I settled on “Chili Sauce” or “Chilli Sauce” which, despite its name, is not really a hot-sauce fore-bearer. Bell peppers generally comprised the “peppers” component. Even swapping them out for jalapenos, the end result doesn’t carry much heat.

According to a 1994 article in the Hartford Courant (CT), “chili sauce seems to have surfaced in New England in the last half of the 19th century… How it got the name remains a mystery… especially because the original product had no chili peppers in it.” Writer Bill Daley wrote that the sauce was would have featured into the diet of seafarers during long voyages, and was used by generations of “Yankee cooks” to “jazz up winter menus,” finding its way into and onto “roast beef, lamb chops, cod cakes, baked beans, eggs – nearly everything – with this blend of tomatoes, peppers, onions, vinegar and spices.”

An 1880 Minnesota cookbook “Buckeye Cookery and Practical Housekeeping” lists Chili Sauce among the many sauces worthy of a Christmas dinner:

“Christmas Dinners. Clam soup; baked fish, Hollandaise sauce; roast turkey with oyster dressing and celery or oyster sauce, roast duck with onion sauce, broiled quail, chicken pie; plum and crab-apple jelly; baked potatoes in jackets, sweet potatoes, baked squash, turnips, southern cabbage, stewed carrots, canned corn, canned pease, tomatoes; Graham bread, rolls; salmon salad or herring salad, Chili sauce, gooseberry catsup, mangoes, pickled cabbage; bottled, French or Spanish pickles; spiced nutmeg-melon and sweet- pickled grapes, and beets; Christmas plum-pudding with sauce, charlotte-russe; cocoa-nut, mince, and peach pies; citron, pound, French loaf, white Mountain and Neapolitan cakes; lady’s fingers, peppernuts; centennial drops, almond or hickory-nut macaroons; cocoa-nut caramels, chocolate drops; orange or pine apple ice cream; coffee, tea, and Vienna chocolate.” —Buckeye Cookery and Practical Housekeeping [Buckeye Publishing Company:Minneapolis MN] 1880 via foodtimeline.org

Apparently it was a heyday for sauces,  “Commercial relishes and condiments were introduced around this time, and the public developed quite a taste for them. By the 1880s, [James] Farrell said, there was a proliferation of chopping gadgets on the market for do-it-yourselfers,” wrote Bill Daley.

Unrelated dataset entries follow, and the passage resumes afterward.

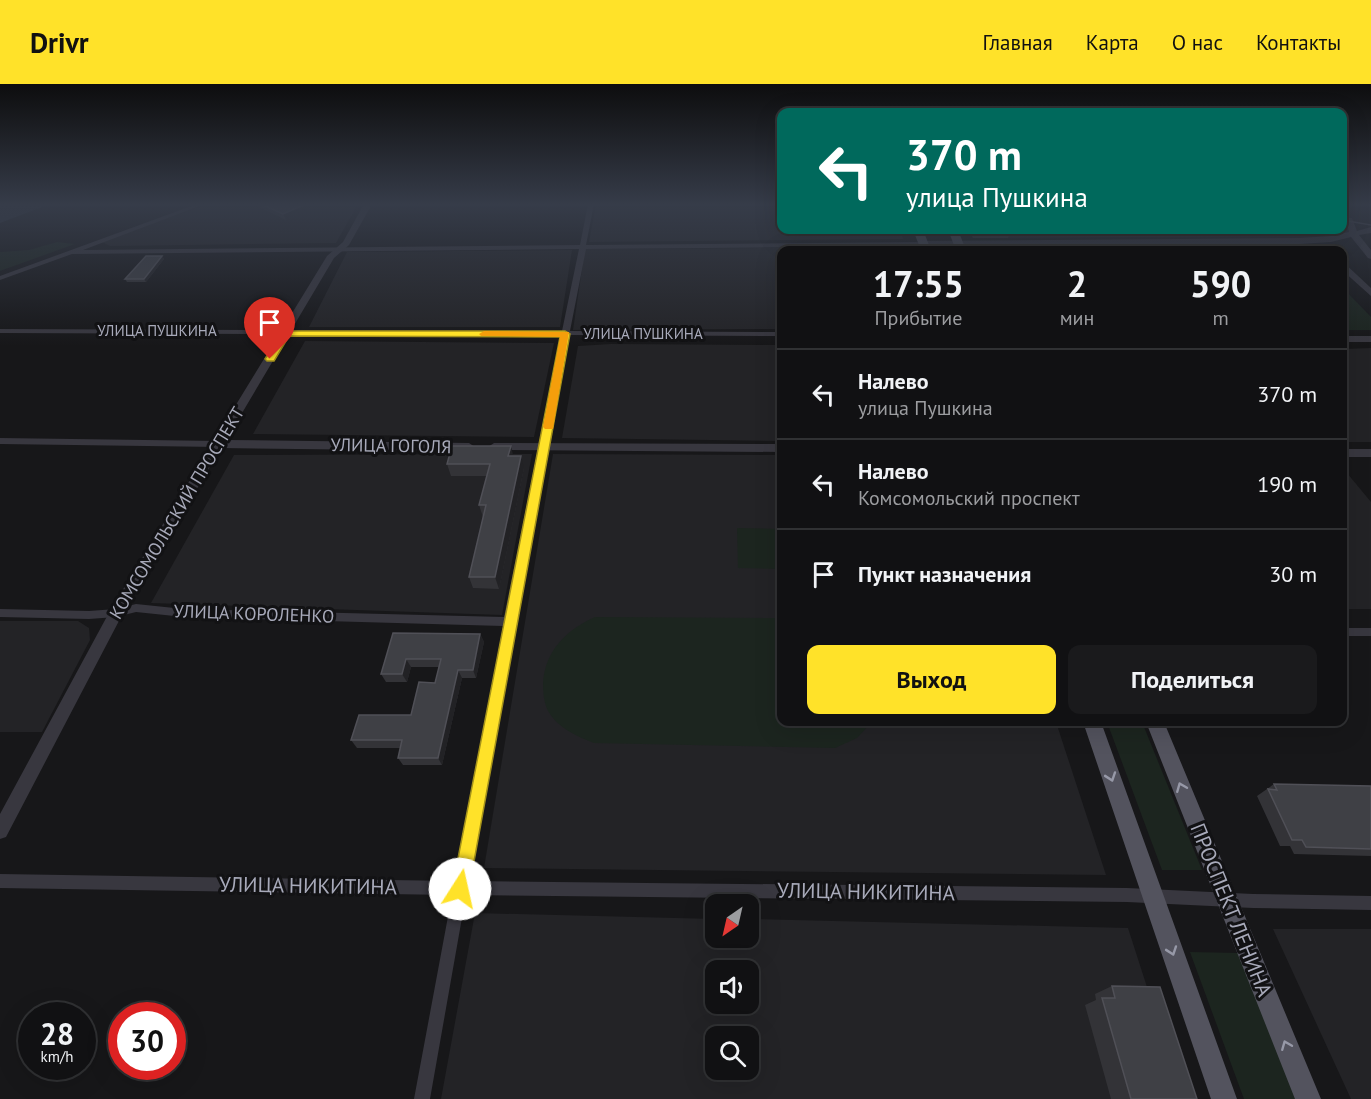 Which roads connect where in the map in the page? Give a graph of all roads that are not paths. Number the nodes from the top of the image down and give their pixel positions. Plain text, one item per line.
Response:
1 (126, 251) edge
2 (336, 251) edge
3 (581, 251) edge
4 (69, 252) joint
5 (1347, 269) edge
6 (0, 278) edge
7 (1371, 293) edge
8 (0, 331) edge
9 (286, 333) junction
10 (565, 334) junction
11 (777, 334) edge
12 (1347, 339) edge
13 (1371, 339) edge
14 (0, 441) edge
15 (219, 444) junction
16 (545, 447) junction
17 (777, 448) edge
18 (1347, 453) edge
19 (1371, 453) edge
20 (0, 613) edge
21 (116, 613) junction
22 (509, 622) junction
23 (1347, 632) edge
24 (1371, 632) edge
25 (1093, 726) edge
26 (1157, 726) edge
27 (0, 831) edge
28 (0, 881) edge
29 (460, 889) junction
30 (1153, 896) junction
31 (1226, 899) junction
32 (1371, 903) edge
33 (422, 1099) edge
34 (1224, 1099) edge
35 (1308, 1099) edge

1 - 4 street
2 - 9 street, КОМСОМОЛЬСКИЙ ПРОСПЕКТ
3 - 10 street
4 - 6 street
5 - 7 street
8 - 9 street, УЛИЦА ПУШКИНА
9 - 10 street, УЛИЦА ПУШКИНА
9 - 15 street, КОМСОМОЛЬСКИЙ ПРОСПЕКТ
10 - 11 street, УЛИЦА ПУШКИНА
10 - 16 street
12 - 13 street
14 - 15 street, УЛИЦА ГОГОЛЯ
15 - 16 street, УЛИЦА ГОГОЛЯ
15 - 21 street, КОМСОМОЛЬСКИЙ ПРОСПЕКТ
16 - 17 street, УЛИЦА ГОГОЛЯ
16 - 22 street
18 - 19 street
20 - 21 street, УЛИЦА КОРОЛЕНКО
21 - 22 street, УЛИЦА КОРОЛЕНКО
21 - 27 street, КОМСОМОЛЬСКИЙ ПРОСПЕКТ
22 - 29 street
23 - 24 street
25 -> 30 main road
31 -> 26 main road, ПРОСПЕКТ ЛЕНИНА
28 - 29 street, УЛИЦА НИКИТИНА
29 - 30 street, УЛИЦА НИКИТИНА
29 - 33 street
30 - 31 street, УЛИЦА НИКИТИНА
30 -> 34 main road
31 - 32 street, УЛИЦА НИКИТИНА
35 -> 31 main road, ПРОСПЕКТ ЛЕНИНА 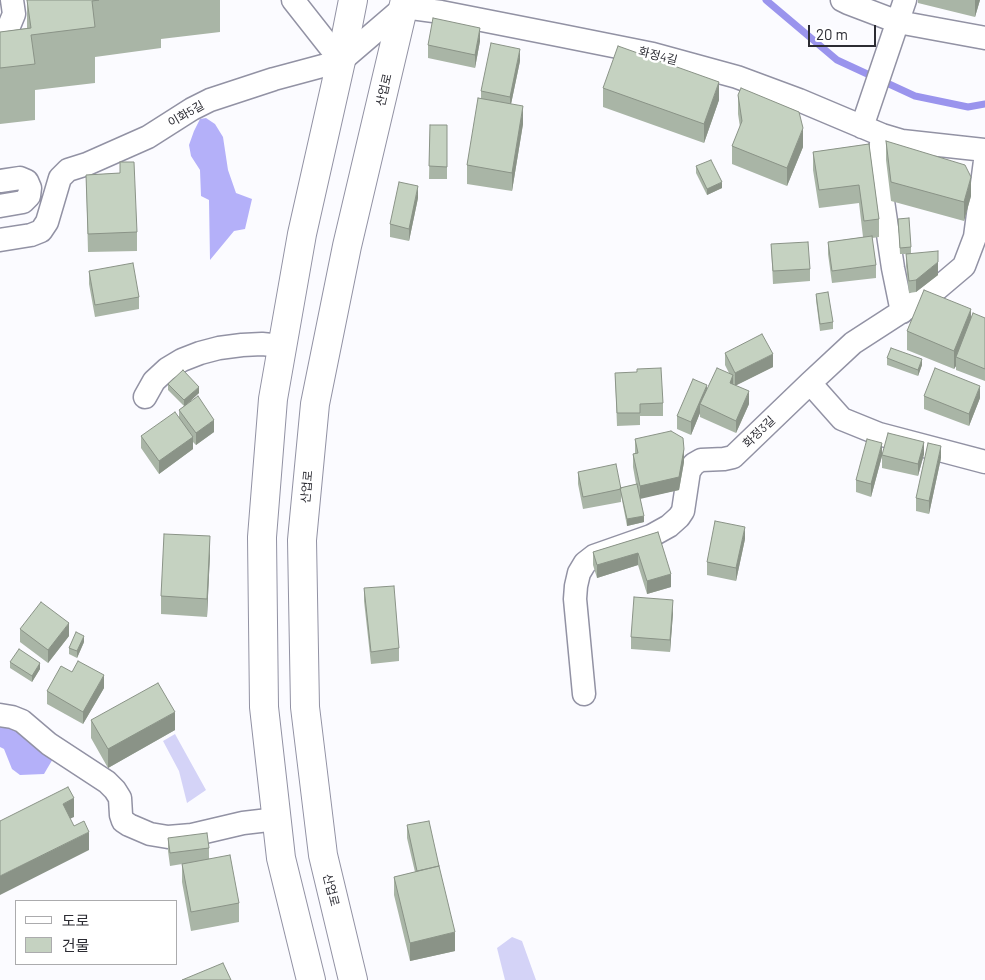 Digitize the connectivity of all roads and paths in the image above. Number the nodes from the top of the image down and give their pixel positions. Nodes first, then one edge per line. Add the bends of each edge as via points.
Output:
1 (12, 0) edge
2 (17, 0) edge
3 (293, 0) edge
4 (353, 0) edge
5 (842, 0) edge
6 (905, 0) edge
7 (405, 3) edge
8 (895, 31) junction
9 (984, 35) edge
10 (0, 38) edge
11 (341, 61) junction
12 (871, 124) junction
13 (985, 150) edge
14 (985, 161) edge
15 (0, 181) edge
16 (0, 206) edge
17 (0, 240) edge
18 (902, 312) junction
19 (282, 346) junction
20 (810, 383) junction
21 (146, 396) dead end
22 (985, 462) edge
23 (584, 694) dead end
24 (0, 714) edge
25 (277, 819) junction
26 (311, 980) edge
27 (353, 980) edge

1 - 2 street
1 - 10 street via 14,14 7,31
3 - 11 street
4 - 11 main road
5 - 8 street
6 - 8 street
7 - 11 street
7 - 12 street, 화정4길 via 653,54 737,77
7 - 27 main road, 산업로 via 347,246 315,404 302,540 305,707 323,855
8 - 9 street
8 - 12 street
11 - 17 street, 이화5길 via 274,78 210,100 148,136 68,170 60,178 48,222 41,231 31,236
11 - 19 main road via 302,234
12 - 13 street, 화정4길 via 902,141
12 - 18 street
14 - 18 street, 화정3길 via 975,237 964,266
15 - 16 street via 20,178 27,181 30,188 29,196 23,202
18 - 20 street, 화정3길 via 853,343
19 - 21 street via 242,345 200,353 167,370 154,382
19 - 25 main road via 273,399 262,537 264,707
20 - 22 street via 842,419 879,434
20 - 23 street, 화정3길 via 733,457 701,460 694,464 689,471 683,511 669,526 651,536 594,556 585,563 579,573 575,599
24 - 25 street via 22,721 49,744 107,782 120,798 123,821 150,834 168,837 192,835
25 - 26 main road via 281,858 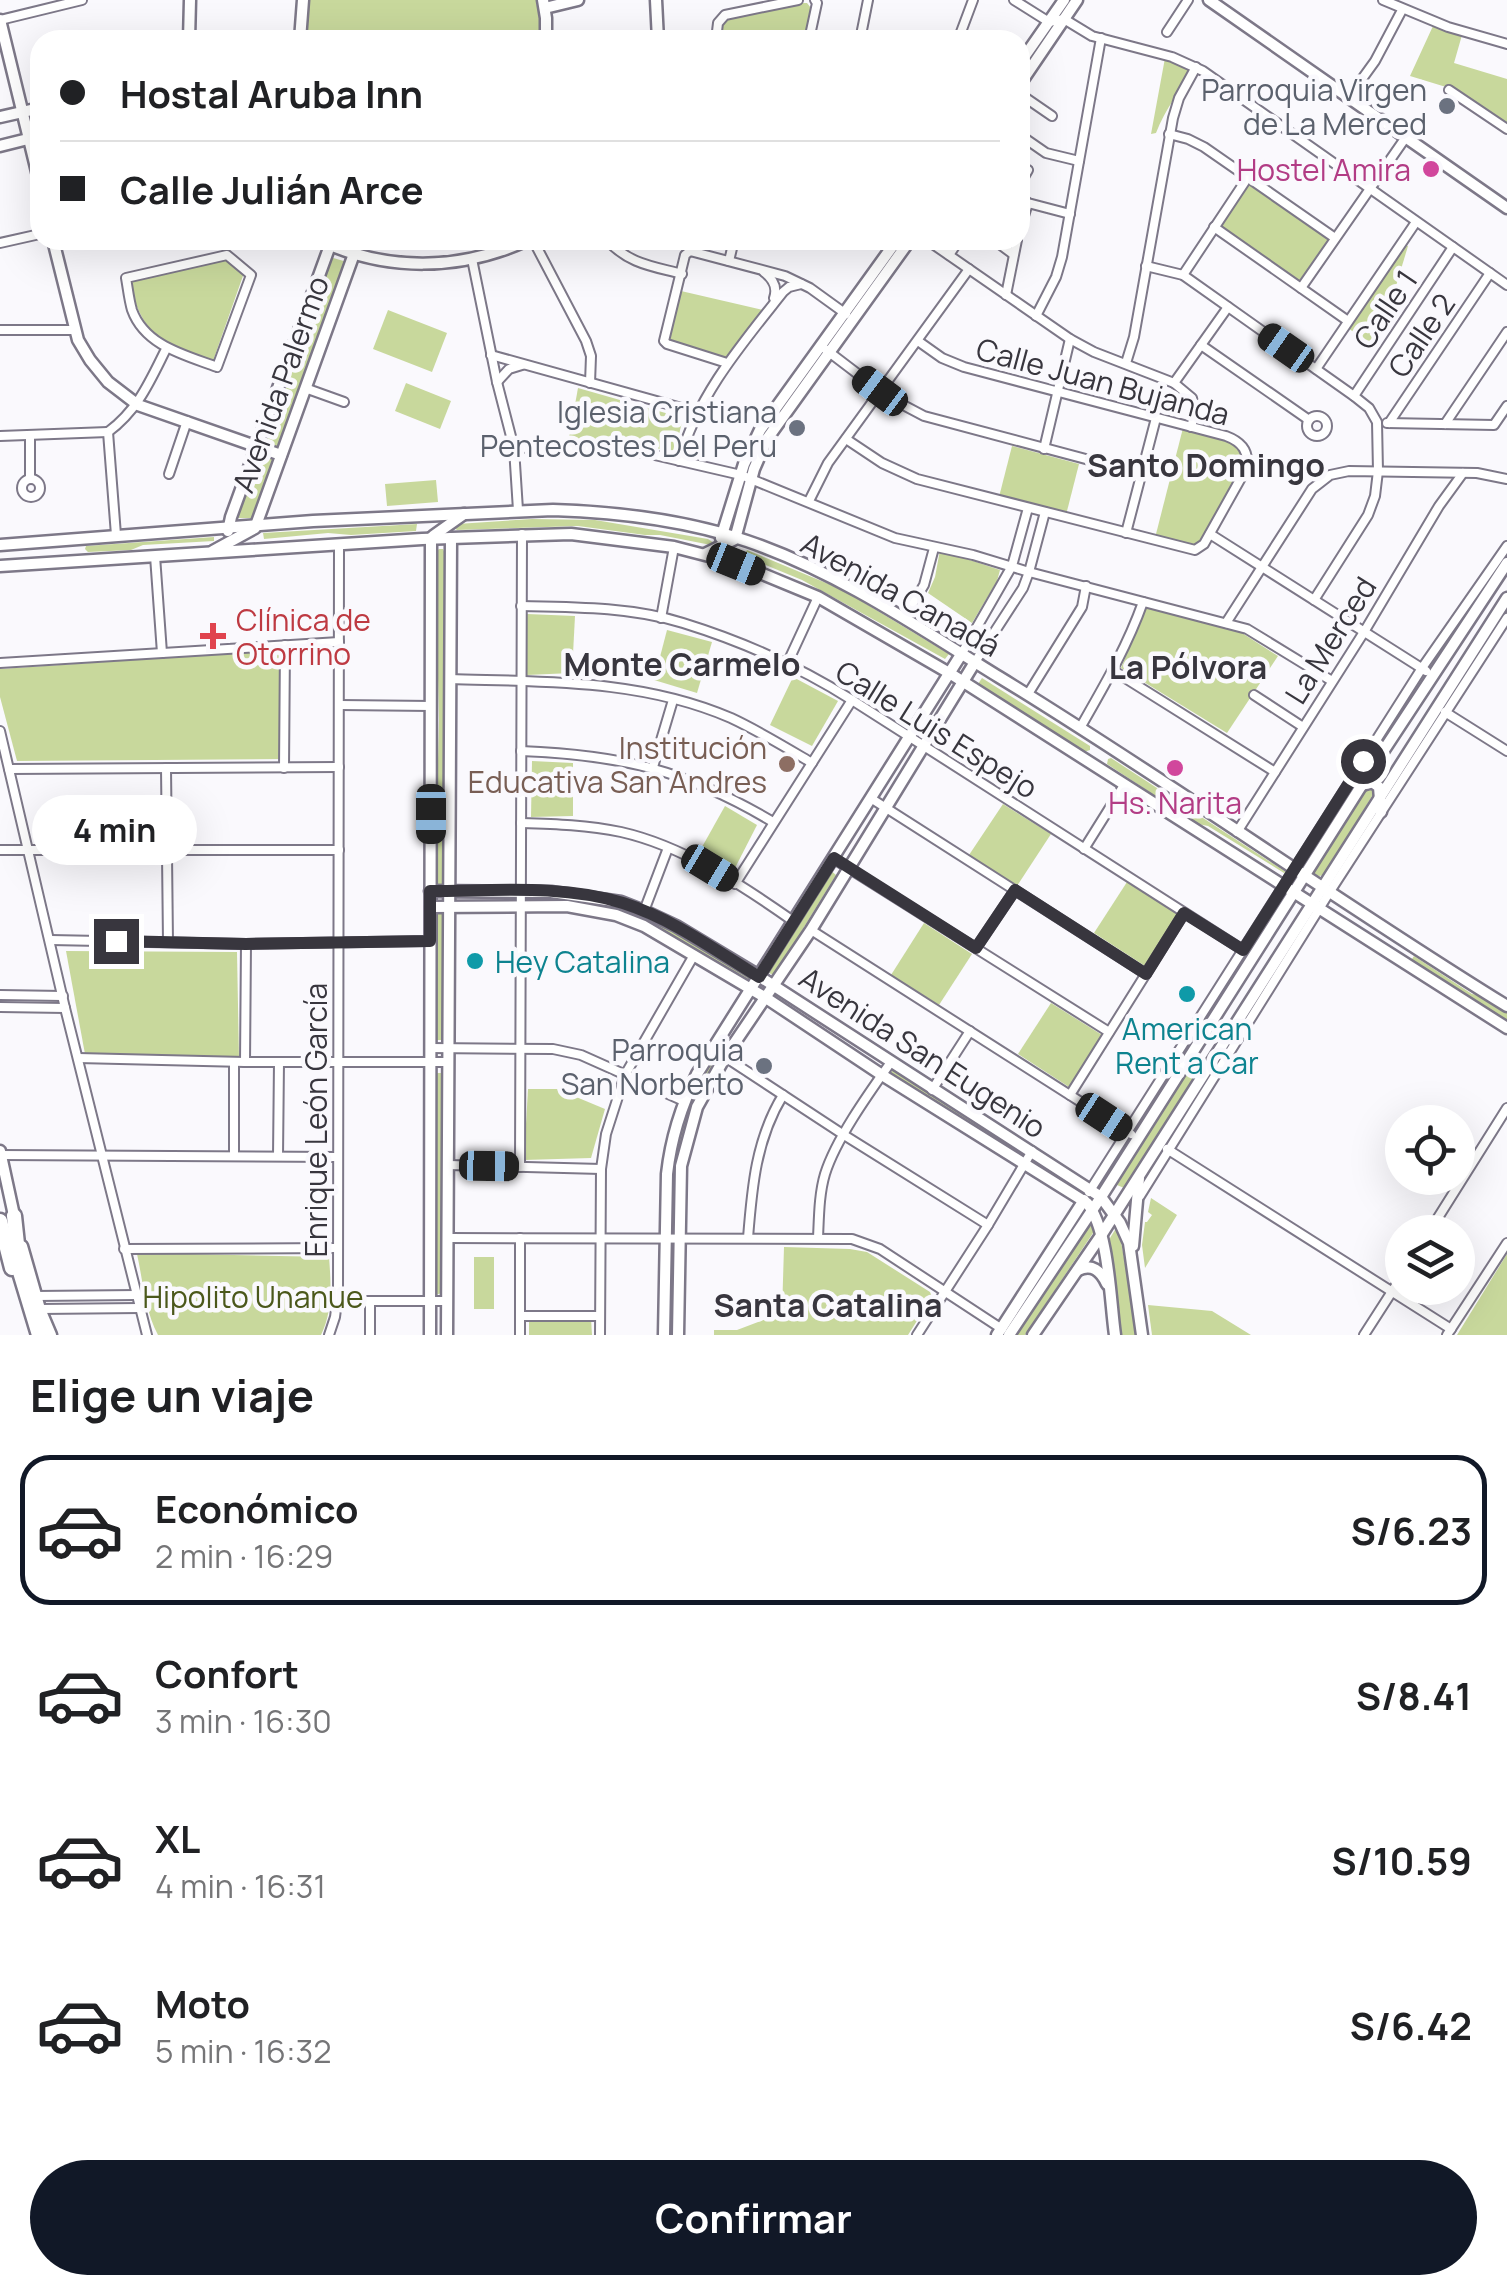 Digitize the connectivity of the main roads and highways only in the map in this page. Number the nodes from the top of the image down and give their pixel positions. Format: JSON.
{"nodes":[{"id":1,"x":7,"y":1218,"type":"edge"},
{"id":2,"x":36,"y":1335,"type":"edge"}],
"edges":[{"from":1,"to":2,"type":"highway"}]}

A biography of H.J. Heinz describes Heinz’ systematic “studying” of sauces at the 1876 Philadelphia Exposition. He encountered Tabasco but sensed that the market wasn’t ready for it.

“At the same time, Eugene Durkee or New York and William Railton or Chicago introduced pepper sauces known as ‘Chilli’ sauce. These very mild and thick sauces in hexagonally shaped bottles and cathedral square shaped bottles fascinated Heinz. The thicker, mild, ketchup-like product found a larger market in the north. Heinz introduced his as ‘Chili’ and found a large market that remains to this day.”- H.J.Heinz, A Biography, Quentin R. Skrabec, Jr. 2009

My mom uses Heinz’ Chili sauce to make cocktail sauce. Beyond that, I don’t know many uses for it. I was a little stumped at what to use my own Chilli Sauce for, with its 19th century cinnamon, cloves, nutmeg and allspice. So far, some has made its way into some barbecue sauce. I guess I have all winter long to see what else I can “jazz up” with it.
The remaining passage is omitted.